Passionate and unvarnished. Raw and real. Vice Live is very much a show of its time.
"We're in such a time that the norm of what is broadcast in the United States is the exact opposite of empathy," says Zack Fox, a writer and musician from Atlanta. "It's xenophobia, being closed-off. That's not funny. When you are empathetic you build a bridge to someone else, so they can say, 'Okay, I can connect with this person.'
"A lot of the jokes … actually fall on America. Because in New Zealand they did gun reform in a day. You know what I mean? It's hilarious what we're doing over here, that we are ignoring this issue still. Dancing around it."
Slattery says part of the show's strength is that the hosts are inclusive.
"That is something we talked about a lot - when something really serious happens … it [the Christchurch crisis] was the first time with the show that something of that gravity had happened and they really wanted to do it.
"It's about having fun within the context of the show but having balance. Again with Vice in the early days, there was always the silly and the substance. They sit side by side. "Do smart things in a dumb way and dumb things in a smart way."
Changing the world
The revolution may well be televised. But it will be a slow burner, says Fox.
Will that be fast enough?

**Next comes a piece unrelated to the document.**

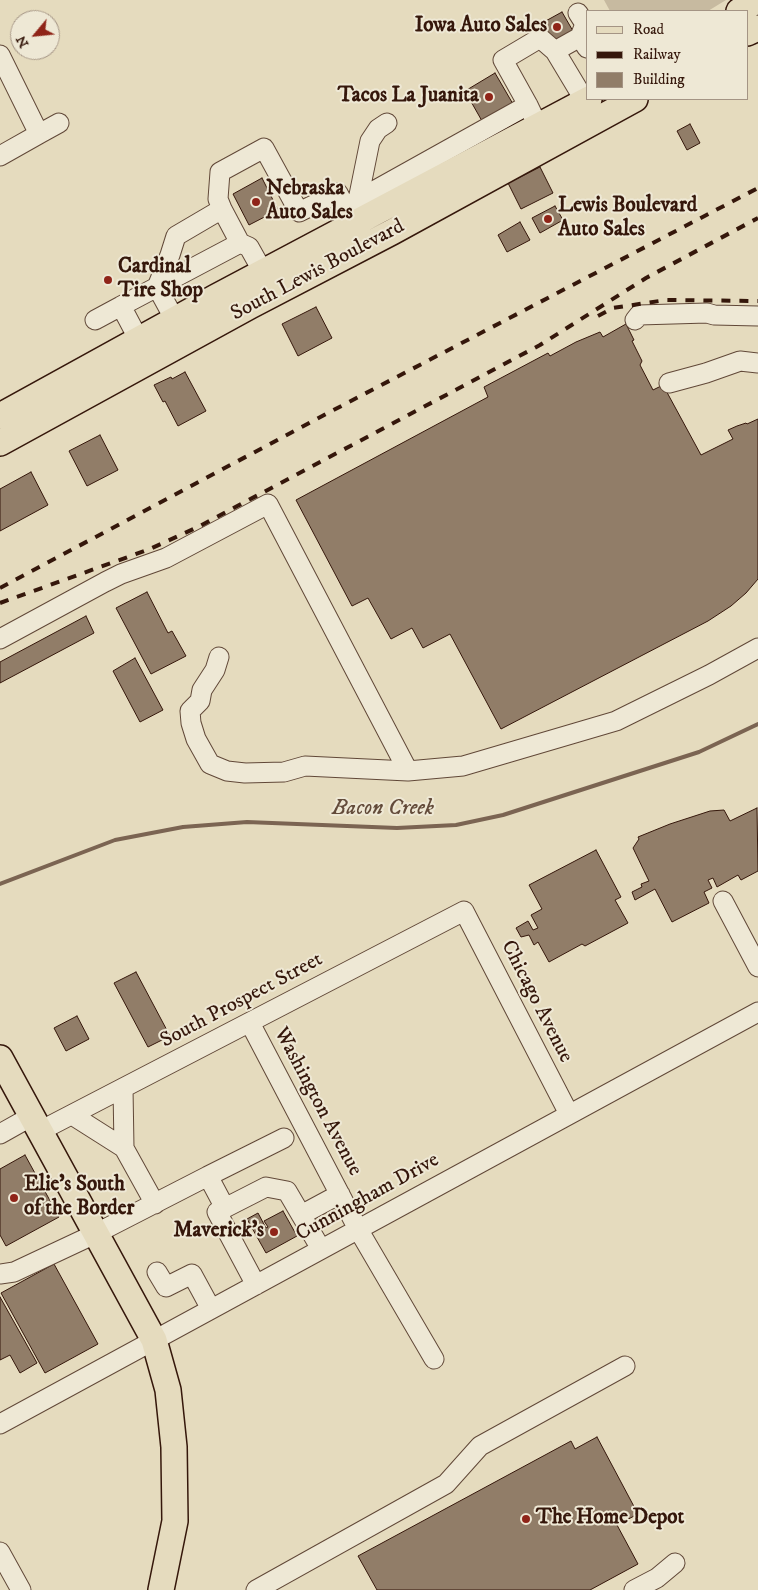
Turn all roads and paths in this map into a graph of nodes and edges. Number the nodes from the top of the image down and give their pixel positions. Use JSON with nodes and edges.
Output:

Millennials, says Slattery, are the instant gratification generation. So while they are discussing sexism, racism, or R. Kelly, Michael Jackson and hashtag MeToo - will there be profound change beyond outrage?
"No revolution happens in one movement - it's going to keep growing and keep changing ... hopefully we are going to find new and better ways to keep people accountable - we know there is a justice system that is flawed in not dealing with it."
But, says Fat Tony, "the fact we are talking about it now and that people keep coming out with allegations and survivors talking, means we will change the world forever. For the good."
Hollywood is full of nasty people, says Faustin. "Nobody in this room. But I don't think it's ever going to stop. People in positions of power are always going to abuse that and there are people who also want to be famous. And there are people who are innocent - even when they know this stuff goes on - and who will be exploited.
"Like Matt Lauer when he had that button under his desk to lock women in his office ... and he's been out of work less than a year and he's calling up saying, 'I'm bored'. No Matt," says Faustin. "Also you don't need anymore money, Matt Lauer. Stay in your empty house in the Hamptons. No one feels bad for you."
Honig: "It's interesting because there are a lot of things that haven't really changed. With Michael Jackson and R. Kelly, we knew about these things for a long time and no one seemed to care or do anything about it.
"There's also a lot of people who have been accused of these things before the MeToo movement - like Roman Polankski or Woody Allen - who are still just fine. But hopefully now, with people talking about it, people like that won't get to that point - so that if allegations come out, you are just done. Hopefully … but you know, who knows?"
What message do the young people with a voice and a platform in a Brooklyn studio have for the young people of New Zealand who tried to have their voices heard on a climate change march, on the same day 50 people were killed in Christchurch mosques?
"You have to make yourself heard,"says Fat Tony. "It has to be active. It can't just be intellectual. You need to show people what you are about."
"I was going to say, 'Oon't get discouraged by older people telling you what you should be talking about," says Honig, deadpanning. "Because, they'll die. And you can change the world."
LOWDOWN: VICE LIVE, Mondays to Thursdays, 9.35pm, VICE, SKY Channel 13. Also available on SKY Go and SKY On Demand.